Thread: Corrections vs Younger age
04-09-2012, 05:11 AM #1
- Join Date
- Mar 2012
Corrections vs Younger age
To start off..I'm 18 years old, currently working as a Loss prevention officer at a local Wal-Mart (Most people find it absolutely amazing i was hired at my age with no experience).
I'm looking to eventually get in to the corrections field as soon as possible. Where I'm located there is a 3 month unpaid training program, combined with online courses to hands on firearms training. I know i have pretty much no chance of employment until I'm at least 20.
How it works over here is you send in your application then continue on to the written tests and if passed you continue on to the 3 month training program. Once completed, you can set up interviews at different correctional institutions. (If i remember correctly)
My location of preference would be the Remand center (Minimum to Maximum security) which is basically a place where the accused is held before they are sentenced. Would this be more ideal for a younger adult?
What was your experience like going through training with younger adults or even working with them?
What kind of correctional facility would you recommend starting off in? for example Womens only prison or youths facilities...minimum or maximum security?

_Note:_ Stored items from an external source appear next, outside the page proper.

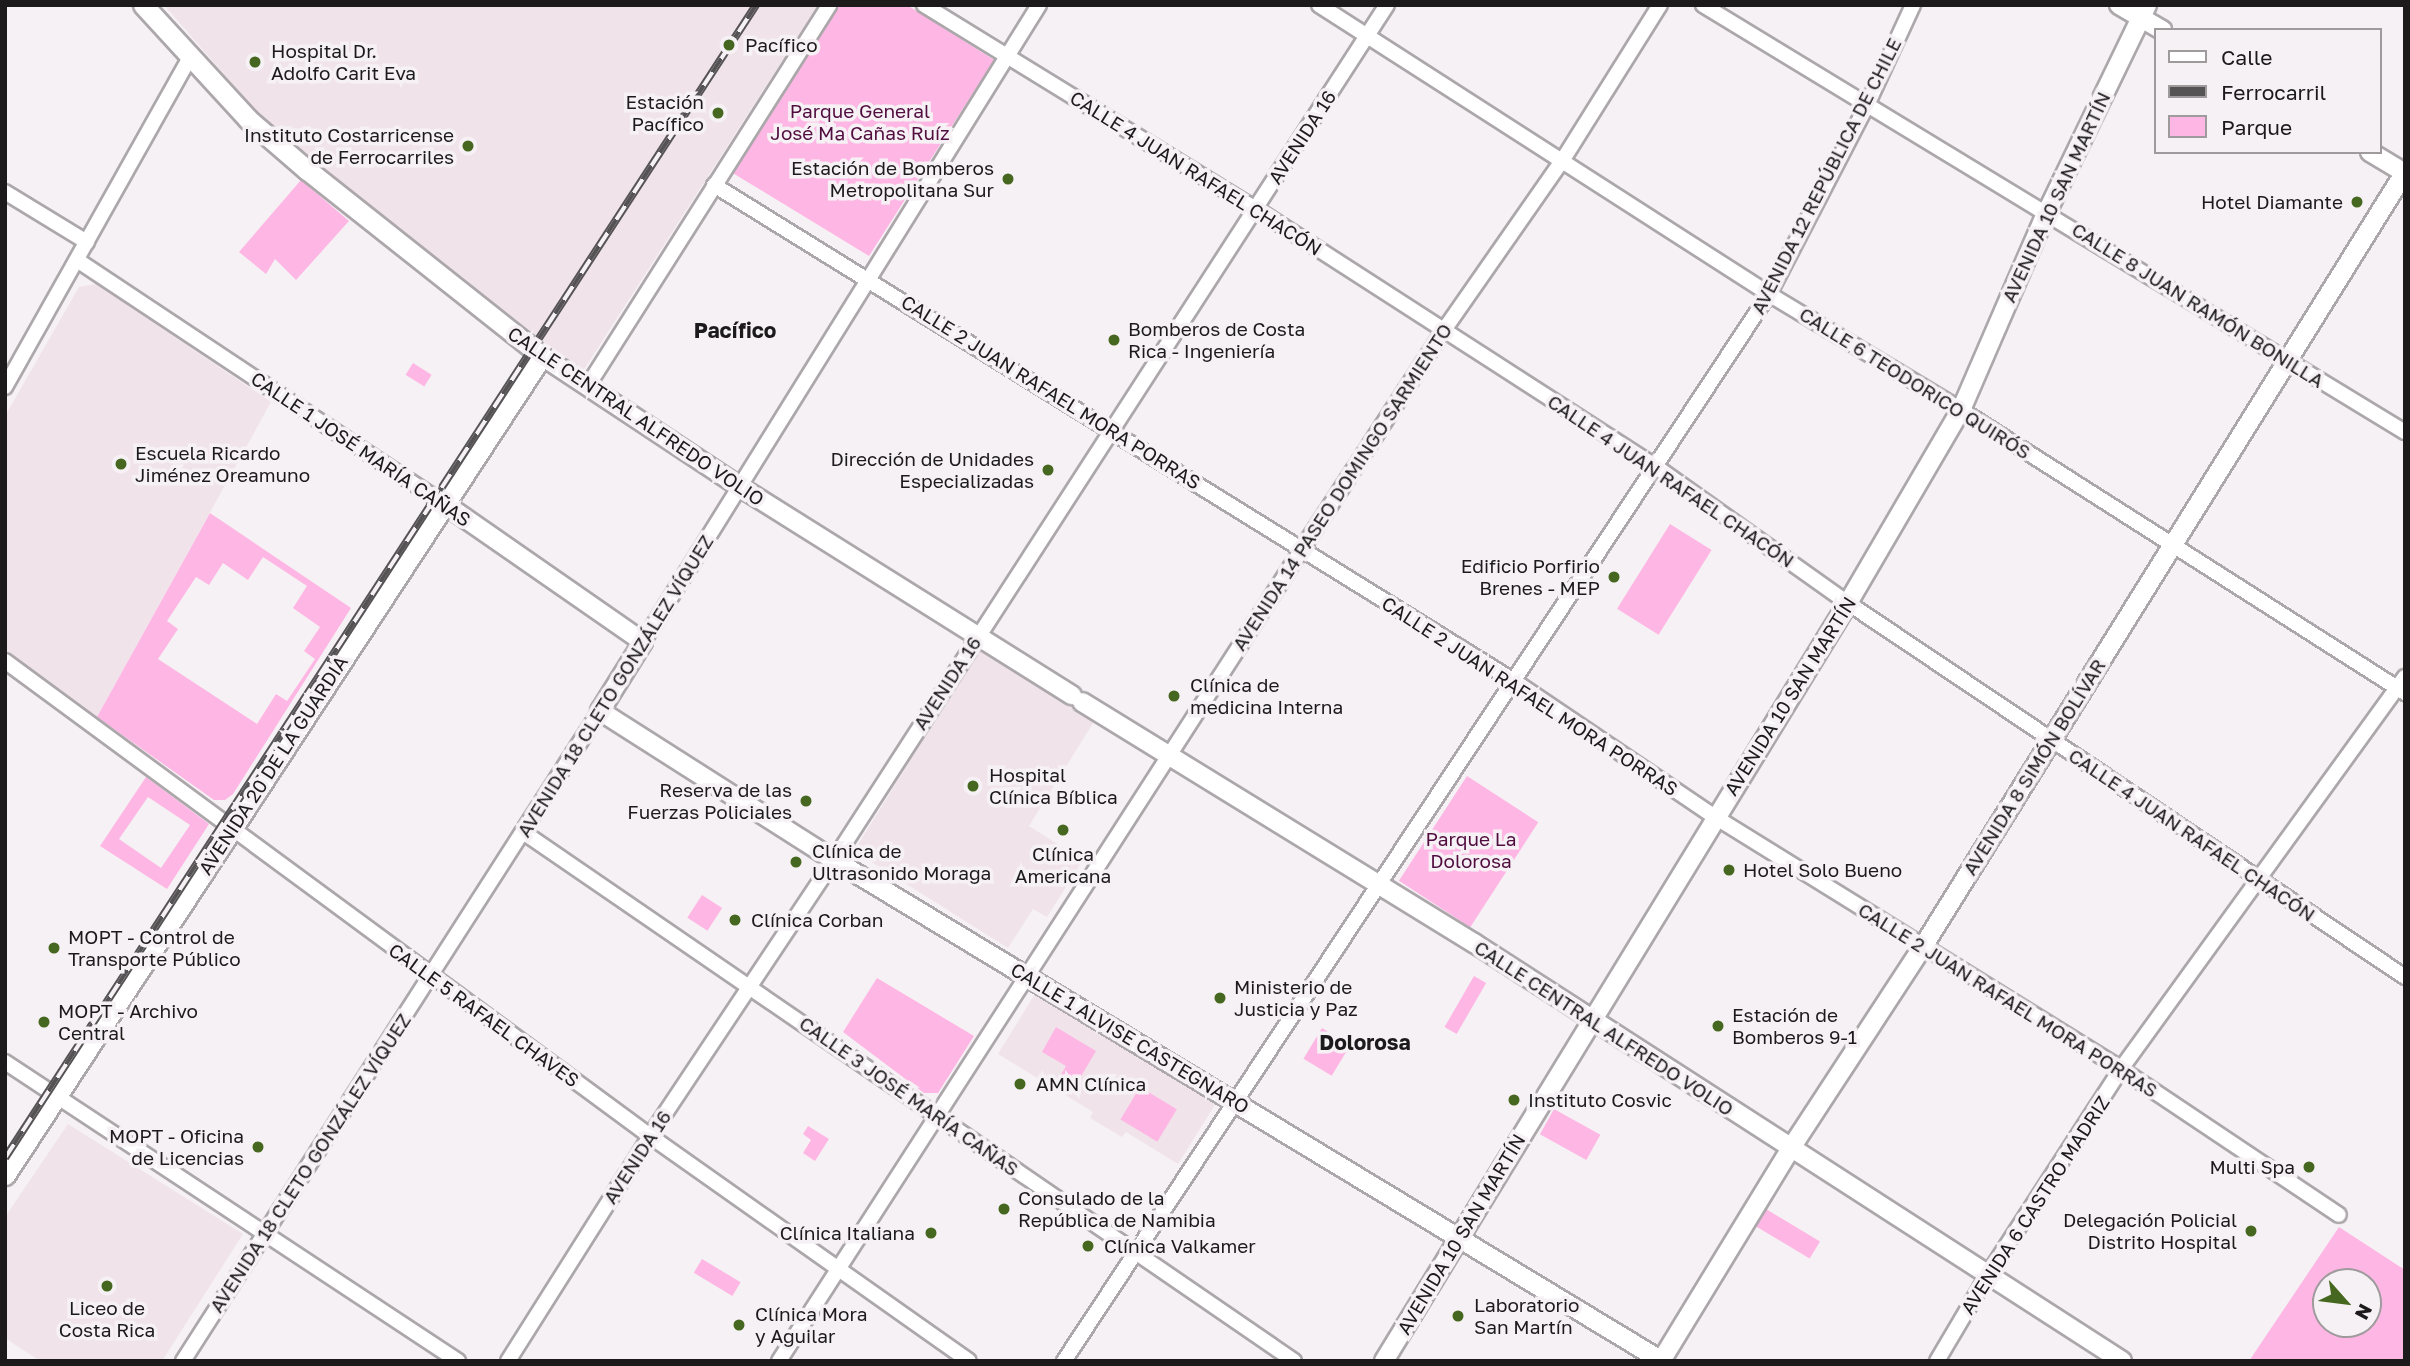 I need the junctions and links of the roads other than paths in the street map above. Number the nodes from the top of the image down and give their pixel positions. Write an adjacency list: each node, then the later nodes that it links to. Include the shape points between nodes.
1 (143, 5): 15 (main road, CALLE CENTRAL ALFREDO VOLIO)
2 (829, 5): 20 (street)
3 (924, 5): 14 (street, CALLE 4 JUAN RAFAEL CHACÓN)
4 (1039, 5): 14 (street, AVENIDA 18 CLETO GONZÁLEZ VÍQUEZ)
5 (1319, 5): 13 (street, CALLE 6 TEODORICO QUIRÓS)
6 (1387, 5): 13 (street, AVENIDA 16)
7 (1660, 5): 18 (street, AVENIDA 14 PASEO DOMINGO SARMIENTO)
8 (1703, 5): 16 (street, CALLE 8 JUAN RAMÓN BONILLA)
9 (1913, 5): 16 (street, AVENIDA 12 REPÚBLICA DE CHILE)
10 (2119, 5): 11 (street)
11 (2144, 11): 12 (street); 23 (street, AVENIDA 10 SAN MARTÍN)
12 (2160, 28)
13 (1367, 36): 18 (street, CALLE 6 TEODORICO QUIRÓS); 22 (street, AVENIDA 16)
14 (1009, 56): 22 (street, CALLE 4 JUAN RAFAEL CHACÓN); 26 (street, AVENIDA 18 CLETO GONZÁLEZ VÍQUEZ)
15 (190, 58): 24 (street); 29 (main road, CALLE CENTRAL ALFREDO VOLIO, via 248,119 307,170)
16 (1867, 105): 23 (street, CALLE 8 JUAN RAMÓN BONILLA); 27 (street, AVENIDA 12 REPÚBLICA DE CHILE)
17 (2374, 154): 19 (street)
18 (1562, 161): 27 (street, CALLE 6 TEODORICO QUIRÓS); 28 (street, AVENIDA 14 PASEO DOMINGO SARMIENTO)
19 (2405, 172): 30 (street, AVENIDA 8 SIMÓN BOLÍVAR)
20 (714, 185): 26 (street, CALLE 2 JUAN RAFAEL MORA PORRAS); 32 (street)
21 (5, 192): 24 (street)
22 (1256, 209): 28 (street, CALLE 4 JUAN RAFAEL CHACÓN); 34 (street, AVENIDA 16)
23 (2046, 214): 30 (street, CALLE 8 JUAN RAMÓN BONILLA); 33 (street, AVENIDA 10 SAN MARTÍN)
24 (86, 242): 25 (street)
25 (77, 260): 31 (street); 38 (street, CALLE 1 JOSÉ MARÍA CAÑAS)
26 (870, 279): 34 (street, CALLE 2 JUAN RAFAEL MORA PORRAS); 37 (street, AVENIDA 18 CLETO GONZÁLEZ VÍQUEZ)
27 (1769, 294): 33 (street, CALLE 6 TEODORICO QUIRÓS); 36 (street, AVENIDA 12 REPÚBLICA DE CHILE)
28 (1444, 330): 36 (street, CALLE 4 JUAN RAFAEL CHACÓN); 40 (street, AVENIDA 14 PASEO DOMINGO SARMIENTO)
29 (542, 356): 32 (street, CALLE CENTRAL ALFREDO VOLIO); 38 (main road, AVENIDA 20 DE LA GUARDIA)
30 (2288, 361): 35 (street, CALLE 8 JUAN RAMÓN BONILLA); 39 (street, AVENIDA 8 SIMÓN BOLÍVAR)
31 (5, 387)
32 (587, 387): 37 (street, CALLE CENTRAL ALFREDO VOLIO)
33 (1961, 410): 39 (street, CALLE 6 TEODORICO QUIRÓS); 41 (street, AVENIDA 10 SAN MARTÍN)
34 (1110, 429): 40 (street, CALLE 2 JUAN RAFAEL MORA PORRAS); 42 (street, AVENIDA 16)
35 (2405, 432)
36 (1655, 466): 41 (street, CALLE 4 JUAN RAFAEL CHACÓN); 45 (street, AVENIDA 12 REPÚBLICA DE CHILE)
37 (740, 487): 42 (street, CALLE CENTRAL ALFREDO VOLIO); 43 (street, AVENIDA 18 CLETO GONZÁLEZ VÍQUEZ)
38 (446, 505): 43 (street, CALLE 1 JOSÉ MARÍA CAÑAS); 51 (main road, AVENIDA 20 DE LA GUARDIA)
39 (2172, 544): 46 (street, CALLE 6 TEODORICO QUIRÓS); 48 (street, AVENIDA 8 SIMÓN BOLÍVAR)
40 (1302, 549): 45 (street, CALLE 2 JUAN RAFAEL MORA PORRAS); 49 (street, AVENIDA 14 PASEO DOMINGO SARMIENTO)
41 (1848, 603): 48 (street, CALLE 4 JUAN RAFAEL CHACÓN); 50 (street, AVENIDA 10 SAN MARTÍN)
42 (976, 637): 49 (street, CALLE CENTRAL ALFREDO VOLIO); 53 (street, AVENIDA 16)
43 (643, 642): 47 (street, AVENIDA 18 CLETO GONZÁLEZ VÍQUEZ)
44 (5, 661): 51 (street, CALLE 5 RAFAEL CHAVES)
45 (1514, 681): 50 (street, CALLE 2 JUAN RAFAEL MORA PORRAS); 55 (street, AVENIDA 12 REPÚBLICA DE CHILE)
46 (2402, 686): 54 (street, AVENIDA 6 CASTRO MADRIZ)
47 (600, 711): 52 (street, AVENIDA 18 CLETO GONZÁLEZ VÍQUEZ); 53 (street, CALLE 1 ALVISE CASTEGNARO)
48 (2052, 740): 54 (street, CALLE 4 JUAN RAFAEL CHACÓN); 56 (street, AVENIDA 8 SIMÓN BOLÍVAR)
49 (1169, 754): 55 (street, CALLE CENTRAL ALFREDO VOLIO); 57 (street, AVENIDA 14 PASEO DOMINGO SARMIENTO)
50 (1714, 817): 56 (street, CALLE 2 JUAN RAFAEL MORA PORRAS); 61 (street, AVENIDA 10 SAN MARTÍN)
51 (233, 826): 58 (street, CALLE 5 RAFAEL CHAVES); 64 (main road, AVENIDA 20 DE LA GUARDIA)
52 (523, 832): 58 (street, AVENIDA 18 CLETO GONZÁLEZ VÍQUEZ); 60 (street, CALLE 3 JOSÉ MARÍA CAÑAS)
53 (834, 860): 57 (street, CALLE 1 ALVISE CASTEGNARO); 60 (street, AVENIDA 16)
54 (2256, 878): 59 (street, CALLE 4 JUAN RAFAEL CHACÓN); 63 (street, AVENIDA 6 CASTRO MADRIZ)
55 (1380, 883): 61 (street, CALLE CENTRAL ALFREDO VOLIO); 65 (street, AVENIDA 12 REPÚBLICA DE CHILE)
56 (1924, 945): 63 (street, CALLE 2 JUAN RAFAEL MORA PORRAS); 68 (street, AVENIDA 8 SIMÓN BOLÍVAR)
57 (1027, 974): 65 (street, CALLE 1 ALVISE CASTEGNARO); 66 (street, AVENIDA 14 PASEO DOMINGO SARMIENTO)
58 (429, 976): 67 (street, CALLE 5 RAFAEL CHAVES); 71 (street, AVENIDA 18 CLETO GONZÁLEZ VÍQUEZ)
59 (2405, 977)
60 (750, 986): 66 (street, CALLE 3 JOSÉ MARÍA CAÑAS); 67 (street, AVENIDA 16)
61 (1592, 1019): 68 (street, CALLE CENTRAL ALFREDO VOLIO); 72 (street, AVENIDA 10 SAN MARTÍN)
62 (5, 1062): 64 (street)
63 (2121, 1069): 70 (street, CALLE 2 JUAN RAFAEL MORA PORRAS); 75 (street, AVENIDA 6 CASTRO MADRIZ)
64 (57, 1095): 69 (main road, AVENIDA 20 DE LA GUARDIA); 71 (street)
65 (1236, 1102): 72 (street, CALLE 1 ALVISE CASTEGNARO); 73 (street, AVENIDA 12 REPÚBLICA DE CHILE)
66 (937, 1116): 73 (street, CALLE 3 JOSÉ MARÍA CAÑAS); 74 (street, AVENIDA 14 PASEO DOMINGO SARMIENTO)
67 (650, 1136): 74 (street, CALLE 5 RAFAEL CHAVES); 78 (street, AVENIDA 16)
68 (1791, 1148): 75 (street, CALLE CENTRAL ALFREDO VOLIO); 84 (street, AVENIDA 8 SIMÓN BOLÍVAR)
69 (5, 1175)
70 (2339, 1215)
71 (266, 1233): 76 (street, AVENIDA 18 CLETO GONZÁLEZ VÍQUEZ); 77 (street)
72 (1461, 1236): 83 (street, AVENIDA 10 SAN MARTÍN); 84 (street, CALLE 1 ALVISE CASTEGNARO)
73 (1135, 1253): 81 (street, AVENIDA 12 REPÚBLICA DE CHILE); 82 (street, CALLE 3 JOSÉ MARÍA CAÑAS)
74 (840, 1267): 79 (street, AVENIDA 14 PASEO DOMINGO SARMIENTO); 80 (street, CALLE 5 RAFAEL CHAVES)
75 (1989, 1273): 85 (street, AVENIDA 6 CASTRO MADRIZ); 86 (street, CALLE CENTRAL ALFREDO VOLIO)
76 (183, 1361)
77 (458, 1361)
78 (508, 1361)
79 (779, 1361)
80 (969, 1361)
81 (1064, 1361)
82 (1294, 1361)
83 (1384, 1361)
84 (1661, 1361)
85 (1937, 1361)
86 (2122, 1361)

Any advice is appreciated.
All comments are welcome!
04-09-2012, 06:58 AM #2
- Join Date
- Nov 2010
Well first off the adolences are a handful if you ask most co's they would rather have a facility where it's adults. As far as a female facility men do less work for obvious reasons can't strip search etc. but at the same time there are a lot of sexual misconduct aligations against male co's in female institutions.
04-09-2012, 03:11 PM #3
I never heard of an agency that uses online training for new officers. I personally find younger CO's to be a handful to properly train. Older (new) CO's are more set in their ways of life and while they can be told the job- they will perform their duties as they decide. Younger (new) CO's are more influential and can be swayed in multiple directions by good staff, bad staff and inmates alike. The key for newer Officer's is to first understand that NO inmate has your best intrest in mind. They do not like you- I repeat- they do not like you. Their goal is to put you in their pocket and run you off if they can't. They will not begin to consider respecting you as an officer until they realize that they can't punk you............. If you can understand and comprehend the environment you are in and learn to recognize and handle inmate (and staff) manipulation you have the foundation to be a good hack in any type of facility. I say start at the facility you see yourself retiring from........... I have only worked in High/Max security male facilities but have work with both Med and Min/Low male inmates and female inmates- treat them all the same. Good luck to you!Inmate: Why y'all treat us like criminals
Me: you really want an answer to that
Inmate: Man thats crazy CO
04-11-2012, 01:41 AM #4
- Join Date
- Oct 2009
I started in this career when I was 19 years old and now that I am 24 I am a sergeant at my facility. As far as being a young officer in thid field it is a challenge, while I caught on to the job fairly easily I had issues gaining respect from the inmates and the officers due to my age. However, I have found my life long career and love every minute of it even when I hate it. As the previous post states younger officers are more easily influenced and I have seen many around me that started with me fall into the unethical behavior and break not only policy but the law, we have had a few of them become inmates and it was difficult for the facility as a whole.
As far as the training, I came from wal-mart also (CSM) but I went straight into the facility on a FTO program and then went to the academy within the first 18 months, we were behind on training. Now I am in charge of training for the jail and I will say I would rather have a mix of younger and more mature officers than just one age group. It takes all kinds to run a correctional facility whether it be county or state. Good luck to you in this career path!
04-15-2012, 11:38 AM #5
- Join Date
- Sep 2011
If you can I would recommend the military either part or full-time. As far as what type of facility to work at I would talk to a few places and see if you can do a tour and also talk to officers. I'm sure they come to walmart, chat with them.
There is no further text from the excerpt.